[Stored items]

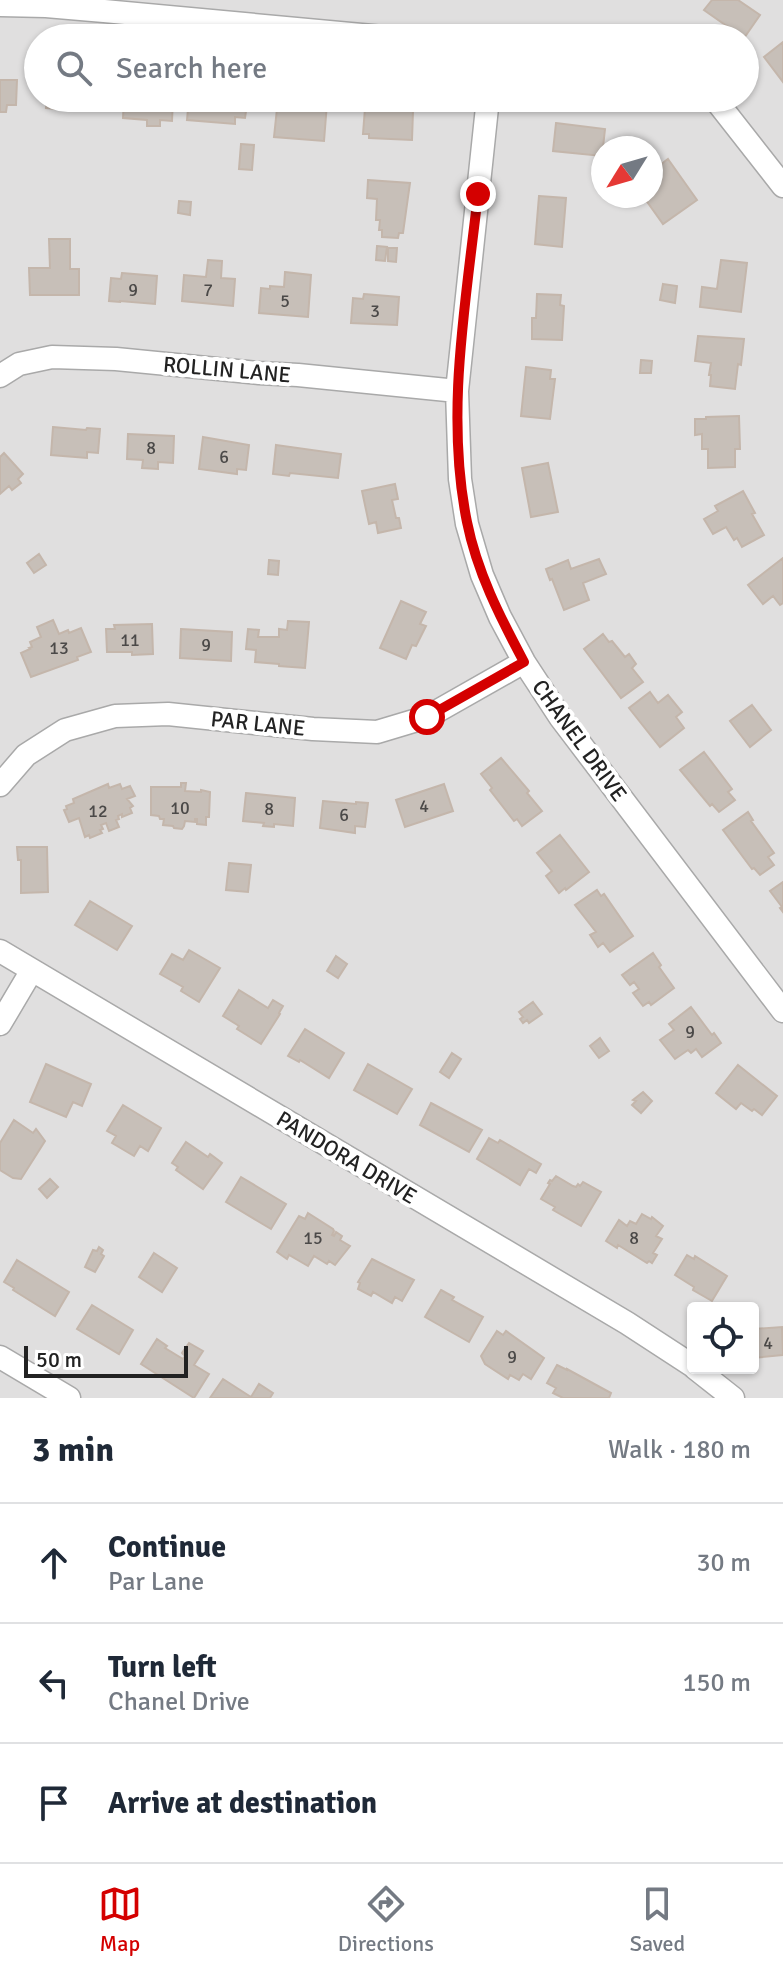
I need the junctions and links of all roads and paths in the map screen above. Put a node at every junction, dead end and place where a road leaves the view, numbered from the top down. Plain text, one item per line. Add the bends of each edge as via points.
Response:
1 (0, 5) edge
2 (105, 5) edge
3 (271, 24) edge
4 (487, 112) edge
5 (725, 112) edge
6 (783, 186) edge
7 (0, 376) edge
8 (457, 391) junction
9 (524, 662) junction
10 (0, 785) edge
11 (0, 951) edge
12 (32, 970) junction
13 (783, 1011) edge
14 (0, 1024) edge
15 (1, 1360) edge
16 (687, 1362) edge
17 (703, 1374) edge
18 (69, 1398) edge
19 (733, 1398) edge

1 - 2 street
2 - 3 street
4 - 8 street, CHANEL DRIVE
5 - 6 street
7 - 8 street, ROLLIN LANE via 19,364 52,357 116,359
8 - 9 street, CHANEL DRIVE via 467,524 482,575
9 - 10 street, PAR LANE via 427,717 377,732 168,714 115,716 65,730 26,755
9 - 13 street, CHANEL DRIVE
11 - 12 street, PANDORA DRIVE
12 - 14 street
12 - 16 street, PANDORA DRIVE
15 - 18 street
17 - 19 street, PANDORA DRIVE

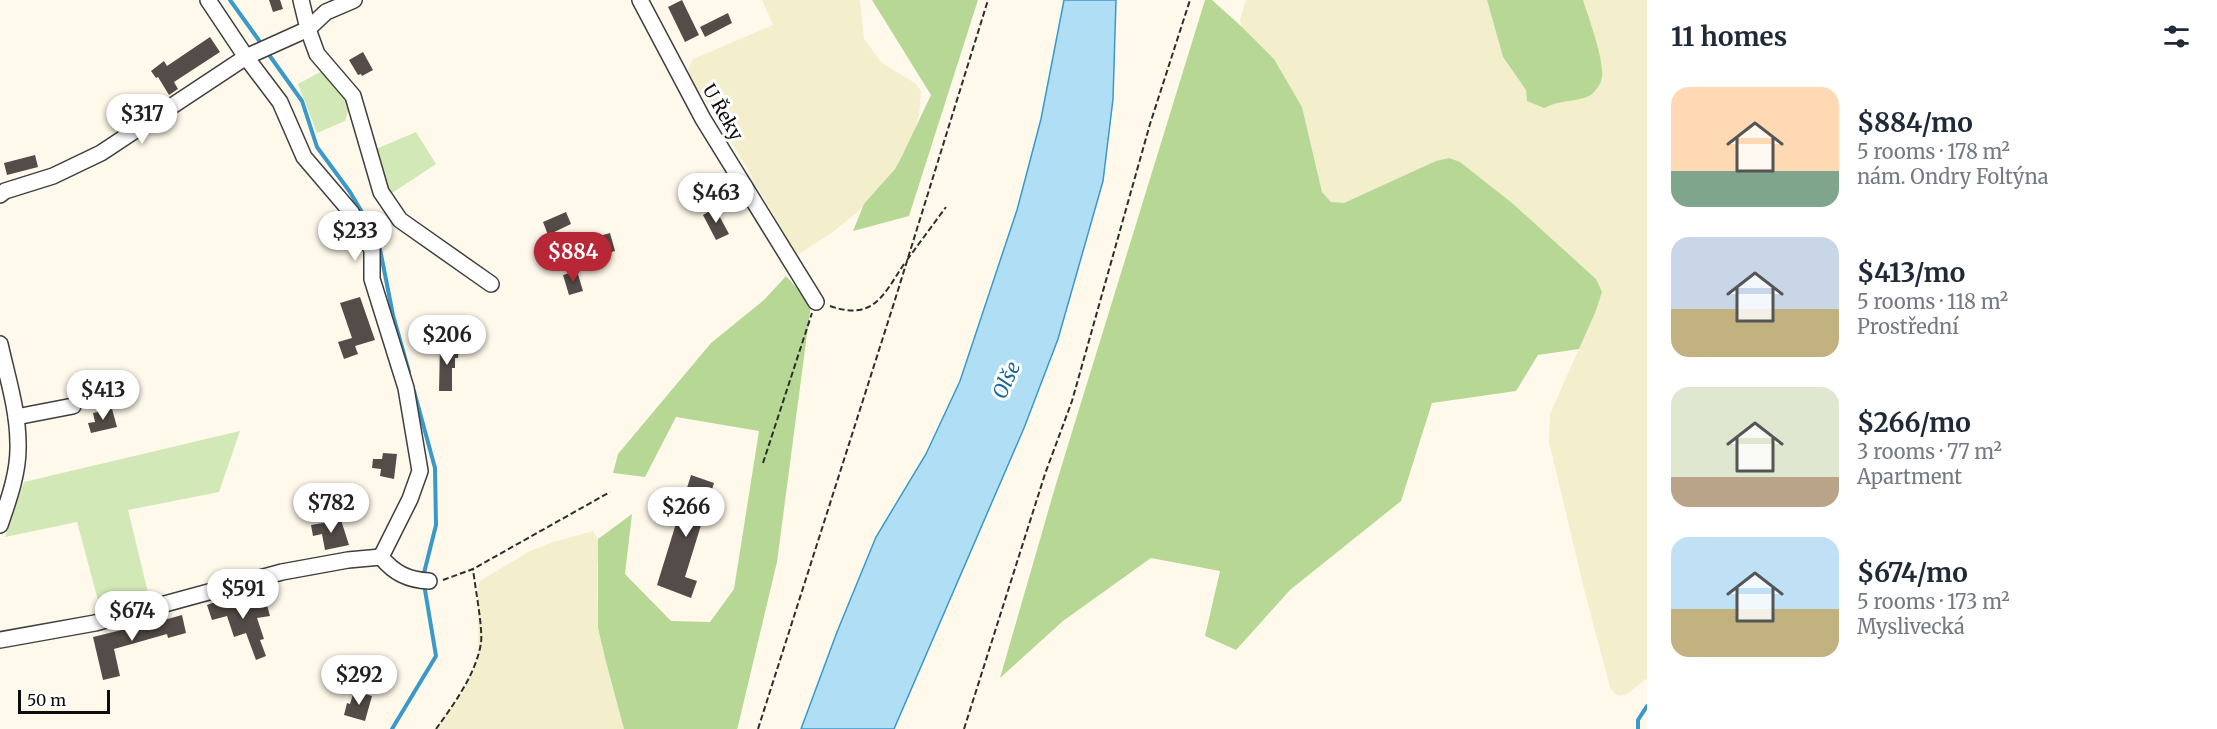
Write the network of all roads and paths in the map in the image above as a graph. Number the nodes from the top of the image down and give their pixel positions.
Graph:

- **Problem statement**
The result should be every entry, word for word, and no pictures.

- **Answer below**
I need the junctions and links of all roads and paths in the map screen above. Put a node at every junction, dead end and place where a road leaves the view, numbered from the top down. Plain text, one item per line. Add the bends of each edge as via points.
Response:
1 (0, 5) edge
2 (105, 5) edge
3 (271, 24) edge
4 (487, 112) edge
5 (725, 112) edge
6 (783, 186) edge
7 (0, 376) edge
8 (457, 391) junction
9 (524, 662) junction
10 (0, 785) edge
11 (0, 951) edge
12 (32, 970) junction
13 (783, 1011) edge
14 (0, 1024) edge
15 (1, 1360) edge
16 (687, 1362) edge
17 (703, 1374) edge
18 (69, 1398) edge
19 (733, 1398) edge

1 - 2 street
2 - 3 street
4 - 8 street, CHANEL DRIVE
5 - 6 street
7 - 8 street, ROLLIN LANE via 19,364 52,357 116,359
8 - 9 street, CHANEL DRIVE via 467,524 482,575
9 - 10 street, PAR LANE via 427,717 377,732 168,714 115,716 65,730 26,755
9 - 13 street, CHANEL DRIVE
11 - 12 street, PANDORA DRIVE
12 - 14 street
12 - 16 street, PANDORA DRIVE
15 - 18 street
17 - 19 street, PANDORA DRIVE

Write the network of all roads and paths in the map in the image above as a graph. Number the nodes from the top of the image down and give their pixel positions.
Graph:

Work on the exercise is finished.